鉴于以上3种表达宿主的优良性状及广泛用途，建立和发展相应的基因克隆和表达系统，实现有生产价值蛋白的高产，将取得巨大的科研价值与经济利益，实现外源蛋白高效表达的关键因素之一是使用强并可控制的启动子，启动子是基因表达调控的重要顺式调控元件，也是基因工程表达载体的重要元件。依照控制转录水平的高低，启动子可以分为强启动子和弱启动子；从转录模式上分类，启动子可以分为组成型启动子、诱导型启动子、时期特异性启动子及自诱导启动子。目前发现的强启动子多为组成型启动子，组成型启动子即不需要任何诱导物，持续性表达蛋白的启动子，可用作调控元件构建表达载体实现目标蛋白的胞内或胞外大量表达。
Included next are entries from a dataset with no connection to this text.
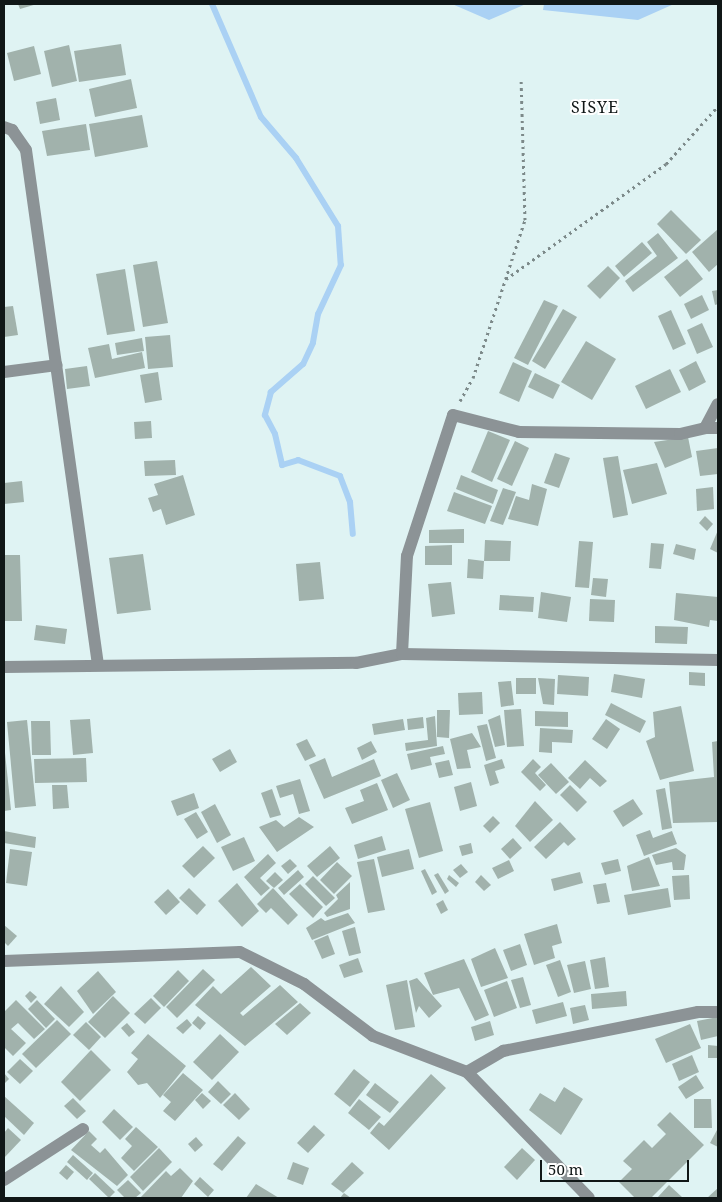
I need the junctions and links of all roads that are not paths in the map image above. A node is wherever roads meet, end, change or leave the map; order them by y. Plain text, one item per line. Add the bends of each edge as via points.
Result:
1 (4, 127) edge
2 (57, 365) junction
3 (4, 372) edge
4 (718, 404) edge
5 (705, 428) junction
6 (718, 428) edge
7 (402, 654) junction
8 (718, 660) edge
9 (98, 665) junction
10 (4, 667) edge
11 (4, 961) edge
12 (718, 1012) edge
13 (467, 1072) junction
14 (83, 1129) dead end
15 (4, 1180) edge
16 (589, 1198) edge

1 - 2 street via 12,130 26,150
2 - 3 street
2 - 9 street
4 - 5 street
5 - 6 street
5 - 7 street via 680,434 519,432 453,415 407,556
7 - 8 street
7 - 9 street via 356,663
9 - 10 street
11 - 13 street via 240,952 304,984 373,1036
12 - 13 street via 698,1012 503,1051
13 - 16 street
14 - 15 street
P43是革兰氏阳性菌枯草芽孢杆菌的组成型强启动子，但其启动下游基因转录的效率仍不高，虽然通过启动子诱捕系统(promoter trap system)等分子生物学手段发现了多种新型的启动子，如P_laps，是目前应用在枯草芽孢杆菌中表达的最强的组成型启动子，但此启动子的强度只是P43的13倍，应用于芽孢杆菌的强启动子系统仍有待进一步开发。乳酸菌外源蛋白表达量一般相对偏低，且乳酸菌宿主对表达载体的启动子要求比较严格，具有很高的特异性和选择性，目前可用于构建乳酸菌表达载体的启动子数量相对较少，其中大多数乳酸菌表达载体的启动子活性不高，且需要诱导，这不仅降低了外源蛋白表达的效率，也使操作变得繁琐，更重要的是限制了乳酸菌的实际应用。对于芽孢杆菌及乳酸菌，组成型启动子不需诱导等特殊条件即可在菌体存活期持续不断地表达外源基因，从而简化了操作过程、且具有相对较高的安全性，更适合在实际生产中应用，因此寻找组成型的强启动子对于芽孢杆菌及乳酸菌具有十分重要的意义。应用于大肠杆菌的启动子多为诱导型启动子，常用的T7启动子，需IPTG诱导，IPTG价格较高，在生产应用中会增加成本，而阿拉伯糖诱导的启动子，虽然成本较IPTG低，但是启动子强度也低于T7，因此如果能增强阿拉伯糖诱导的启动子，不仅降低了成本也达到了高产外源蛋白的目的。

发明内容

本发明要解决的技术问题是如何提高外源基因在生物细胞中的表达量。